▶ _Task brief_:
Which lines of the data include the string "with"? List them all.

Collected data entries

################

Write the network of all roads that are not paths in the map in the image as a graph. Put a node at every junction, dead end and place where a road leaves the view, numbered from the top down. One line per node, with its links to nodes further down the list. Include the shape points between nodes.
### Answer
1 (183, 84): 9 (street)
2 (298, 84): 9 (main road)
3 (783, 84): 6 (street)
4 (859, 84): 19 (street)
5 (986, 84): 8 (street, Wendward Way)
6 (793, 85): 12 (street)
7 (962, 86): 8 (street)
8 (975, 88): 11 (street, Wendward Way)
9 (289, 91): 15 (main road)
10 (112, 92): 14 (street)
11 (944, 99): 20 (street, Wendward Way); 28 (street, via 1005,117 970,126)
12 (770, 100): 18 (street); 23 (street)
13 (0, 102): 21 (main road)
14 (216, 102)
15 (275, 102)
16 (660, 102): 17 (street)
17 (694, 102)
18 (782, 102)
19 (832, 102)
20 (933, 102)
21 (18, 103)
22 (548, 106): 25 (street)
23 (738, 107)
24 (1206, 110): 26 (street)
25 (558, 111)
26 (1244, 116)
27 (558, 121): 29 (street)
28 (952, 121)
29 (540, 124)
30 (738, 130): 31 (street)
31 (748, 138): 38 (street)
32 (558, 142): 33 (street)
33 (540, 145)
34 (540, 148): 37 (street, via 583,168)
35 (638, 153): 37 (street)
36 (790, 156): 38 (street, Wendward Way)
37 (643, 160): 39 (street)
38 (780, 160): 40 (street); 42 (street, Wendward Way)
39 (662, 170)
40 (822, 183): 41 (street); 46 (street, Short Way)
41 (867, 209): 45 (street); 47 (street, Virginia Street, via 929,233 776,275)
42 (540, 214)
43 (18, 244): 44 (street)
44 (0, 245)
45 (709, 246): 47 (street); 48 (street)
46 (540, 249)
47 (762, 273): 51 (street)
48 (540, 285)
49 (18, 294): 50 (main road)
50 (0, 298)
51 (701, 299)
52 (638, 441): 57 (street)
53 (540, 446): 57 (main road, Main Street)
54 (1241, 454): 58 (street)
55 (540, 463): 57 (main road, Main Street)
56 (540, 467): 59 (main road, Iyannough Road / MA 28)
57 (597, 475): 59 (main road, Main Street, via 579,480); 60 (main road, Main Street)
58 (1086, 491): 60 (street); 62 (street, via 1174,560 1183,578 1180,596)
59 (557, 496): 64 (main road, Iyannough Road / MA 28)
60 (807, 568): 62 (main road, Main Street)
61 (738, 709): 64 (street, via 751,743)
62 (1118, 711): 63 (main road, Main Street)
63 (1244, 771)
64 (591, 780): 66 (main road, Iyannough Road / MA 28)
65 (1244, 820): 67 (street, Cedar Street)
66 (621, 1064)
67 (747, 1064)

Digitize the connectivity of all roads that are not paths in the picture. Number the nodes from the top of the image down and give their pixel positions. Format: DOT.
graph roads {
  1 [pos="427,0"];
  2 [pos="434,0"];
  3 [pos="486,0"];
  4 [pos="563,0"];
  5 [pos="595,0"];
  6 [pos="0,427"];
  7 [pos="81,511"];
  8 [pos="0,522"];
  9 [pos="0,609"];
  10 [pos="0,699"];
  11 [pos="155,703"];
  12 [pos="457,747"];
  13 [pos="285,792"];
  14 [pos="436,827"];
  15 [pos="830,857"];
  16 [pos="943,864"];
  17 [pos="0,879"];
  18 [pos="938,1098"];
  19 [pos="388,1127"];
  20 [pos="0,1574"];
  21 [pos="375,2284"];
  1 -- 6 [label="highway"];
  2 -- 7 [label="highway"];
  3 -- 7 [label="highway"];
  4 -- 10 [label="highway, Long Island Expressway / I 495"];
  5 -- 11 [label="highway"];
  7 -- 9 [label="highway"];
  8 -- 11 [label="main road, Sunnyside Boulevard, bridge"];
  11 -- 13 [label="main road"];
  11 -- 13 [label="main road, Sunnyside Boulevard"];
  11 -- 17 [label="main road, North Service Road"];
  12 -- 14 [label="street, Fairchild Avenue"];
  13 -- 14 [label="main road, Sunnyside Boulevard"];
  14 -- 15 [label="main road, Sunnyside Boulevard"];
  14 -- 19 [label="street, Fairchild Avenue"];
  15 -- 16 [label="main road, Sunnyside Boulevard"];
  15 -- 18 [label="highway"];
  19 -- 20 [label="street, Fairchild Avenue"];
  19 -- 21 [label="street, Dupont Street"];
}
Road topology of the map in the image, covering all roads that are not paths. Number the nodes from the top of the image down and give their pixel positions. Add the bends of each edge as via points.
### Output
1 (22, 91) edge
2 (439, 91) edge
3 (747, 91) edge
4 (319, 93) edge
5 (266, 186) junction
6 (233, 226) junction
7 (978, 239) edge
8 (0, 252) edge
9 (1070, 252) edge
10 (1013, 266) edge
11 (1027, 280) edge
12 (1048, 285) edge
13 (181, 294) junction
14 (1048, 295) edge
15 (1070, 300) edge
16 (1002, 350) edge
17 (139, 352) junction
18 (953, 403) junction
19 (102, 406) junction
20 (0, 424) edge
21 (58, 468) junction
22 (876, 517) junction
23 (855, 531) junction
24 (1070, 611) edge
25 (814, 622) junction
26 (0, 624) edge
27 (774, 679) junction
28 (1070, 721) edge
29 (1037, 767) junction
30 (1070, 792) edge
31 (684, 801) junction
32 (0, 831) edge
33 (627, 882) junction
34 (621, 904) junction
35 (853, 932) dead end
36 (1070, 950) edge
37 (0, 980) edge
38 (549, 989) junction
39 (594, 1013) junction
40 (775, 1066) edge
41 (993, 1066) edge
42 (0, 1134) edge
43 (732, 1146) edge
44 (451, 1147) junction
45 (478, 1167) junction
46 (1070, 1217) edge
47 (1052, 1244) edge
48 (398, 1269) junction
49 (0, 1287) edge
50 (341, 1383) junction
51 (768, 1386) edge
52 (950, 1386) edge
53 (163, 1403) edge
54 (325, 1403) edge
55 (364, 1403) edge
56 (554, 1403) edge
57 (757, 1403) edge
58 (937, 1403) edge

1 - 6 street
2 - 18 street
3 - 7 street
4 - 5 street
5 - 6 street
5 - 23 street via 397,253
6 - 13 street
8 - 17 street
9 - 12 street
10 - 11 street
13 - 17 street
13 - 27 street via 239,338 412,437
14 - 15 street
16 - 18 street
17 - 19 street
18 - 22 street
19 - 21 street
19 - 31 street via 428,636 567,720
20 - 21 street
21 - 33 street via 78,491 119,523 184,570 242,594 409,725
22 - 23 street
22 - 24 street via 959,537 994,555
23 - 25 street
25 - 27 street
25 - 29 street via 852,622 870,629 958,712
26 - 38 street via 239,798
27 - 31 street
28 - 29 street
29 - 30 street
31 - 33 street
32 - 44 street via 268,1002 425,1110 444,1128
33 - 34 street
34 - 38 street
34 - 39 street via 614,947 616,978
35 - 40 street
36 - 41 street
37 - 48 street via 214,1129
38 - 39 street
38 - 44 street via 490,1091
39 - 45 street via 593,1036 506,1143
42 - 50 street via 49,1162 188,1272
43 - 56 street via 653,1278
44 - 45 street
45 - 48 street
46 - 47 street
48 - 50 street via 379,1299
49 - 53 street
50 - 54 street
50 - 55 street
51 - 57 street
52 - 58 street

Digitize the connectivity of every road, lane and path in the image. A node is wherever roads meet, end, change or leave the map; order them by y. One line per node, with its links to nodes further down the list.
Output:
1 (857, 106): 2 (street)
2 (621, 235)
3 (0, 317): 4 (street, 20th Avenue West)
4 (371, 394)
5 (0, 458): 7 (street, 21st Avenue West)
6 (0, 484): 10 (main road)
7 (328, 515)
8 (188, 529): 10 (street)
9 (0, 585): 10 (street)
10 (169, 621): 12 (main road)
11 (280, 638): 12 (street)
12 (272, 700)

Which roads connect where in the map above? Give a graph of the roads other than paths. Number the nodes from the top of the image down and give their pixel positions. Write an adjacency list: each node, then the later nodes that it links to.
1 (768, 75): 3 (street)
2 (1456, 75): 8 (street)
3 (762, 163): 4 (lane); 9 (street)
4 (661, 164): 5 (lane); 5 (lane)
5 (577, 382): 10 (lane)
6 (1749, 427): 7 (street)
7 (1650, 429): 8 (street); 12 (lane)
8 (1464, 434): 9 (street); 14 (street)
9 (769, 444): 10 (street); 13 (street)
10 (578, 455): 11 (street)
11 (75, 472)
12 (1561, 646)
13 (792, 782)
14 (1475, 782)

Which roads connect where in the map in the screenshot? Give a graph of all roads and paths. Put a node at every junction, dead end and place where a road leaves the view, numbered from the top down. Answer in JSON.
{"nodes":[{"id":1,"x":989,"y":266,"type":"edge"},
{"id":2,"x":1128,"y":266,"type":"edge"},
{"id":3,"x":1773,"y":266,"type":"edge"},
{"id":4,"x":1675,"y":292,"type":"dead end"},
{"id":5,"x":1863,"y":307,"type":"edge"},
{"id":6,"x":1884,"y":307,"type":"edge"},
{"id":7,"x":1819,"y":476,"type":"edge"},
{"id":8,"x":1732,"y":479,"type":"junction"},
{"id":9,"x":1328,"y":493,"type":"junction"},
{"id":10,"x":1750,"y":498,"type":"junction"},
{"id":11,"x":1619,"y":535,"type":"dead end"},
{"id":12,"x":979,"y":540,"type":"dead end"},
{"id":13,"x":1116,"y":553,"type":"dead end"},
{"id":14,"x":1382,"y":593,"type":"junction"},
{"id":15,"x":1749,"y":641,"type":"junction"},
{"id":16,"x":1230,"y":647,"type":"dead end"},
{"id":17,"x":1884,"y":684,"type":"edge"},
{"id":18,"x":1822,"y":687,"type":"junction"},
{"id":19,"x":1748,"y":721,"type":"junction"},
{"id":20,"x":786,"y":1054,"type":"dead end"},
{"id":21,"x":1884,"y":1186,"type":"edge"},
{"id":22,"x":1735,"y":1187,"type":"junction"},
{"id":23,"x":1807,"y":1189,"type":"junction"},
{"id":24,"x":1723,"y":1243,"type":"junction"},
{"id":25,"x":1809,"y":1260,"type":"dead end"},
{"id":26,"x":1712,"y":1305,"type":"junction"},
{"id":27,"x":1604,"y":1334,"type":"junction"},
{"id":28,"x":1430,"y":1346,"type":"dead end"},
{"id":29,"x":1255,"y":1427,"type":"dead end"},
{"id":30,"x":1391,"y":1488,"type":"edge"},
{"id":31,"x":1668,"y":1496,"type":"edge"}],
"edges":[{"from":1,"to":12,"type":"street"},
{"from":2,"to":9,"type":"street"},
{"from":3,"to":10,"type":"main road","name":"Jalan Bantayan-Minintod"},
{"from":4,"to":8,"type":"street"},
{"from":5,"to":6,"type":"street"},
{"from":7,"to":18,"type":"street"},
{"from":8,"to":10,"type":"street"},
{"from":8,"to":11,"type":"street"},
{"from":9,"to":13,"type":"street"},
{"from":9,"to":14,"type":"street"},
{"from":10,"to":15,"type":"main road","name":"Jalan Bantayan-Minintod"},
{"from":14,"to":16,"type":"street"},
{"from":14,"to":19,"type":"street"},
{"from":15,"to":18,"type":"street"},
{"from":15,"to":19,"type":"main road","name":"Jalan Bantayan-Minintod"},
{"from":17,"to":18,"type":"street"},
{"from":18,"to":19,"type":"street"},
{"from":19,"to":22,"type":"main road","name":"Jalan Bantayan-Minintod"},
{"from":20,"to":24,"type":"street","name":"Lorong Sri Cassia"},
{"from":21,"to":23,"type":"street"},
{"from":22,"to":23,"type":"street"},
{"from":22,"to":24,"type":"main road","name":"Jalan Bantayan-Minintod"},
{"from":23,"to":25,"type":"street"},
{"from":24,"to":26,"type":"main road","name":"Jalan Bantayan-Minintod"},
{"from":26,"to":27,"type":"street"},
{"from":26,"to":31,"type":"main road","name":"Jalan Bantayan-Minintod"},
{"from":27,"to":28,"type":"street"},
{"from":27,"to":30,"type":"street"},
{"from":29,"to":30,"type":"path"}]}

################

▶ _Response area_:
Write the network of all roads that are not paths in the map in the image as a graph. Put a node at every junction, dead end and place where a road leaves the view, numbered from the top down. One line per node, with its links to nodes further down the list. Include the shape points between nodes.
Digitize the connectivity of every road, lane and path in the image. A node is wherever roads meet, end, change or leave the map; order them by y. One line per node, with its links to nodes further down the list.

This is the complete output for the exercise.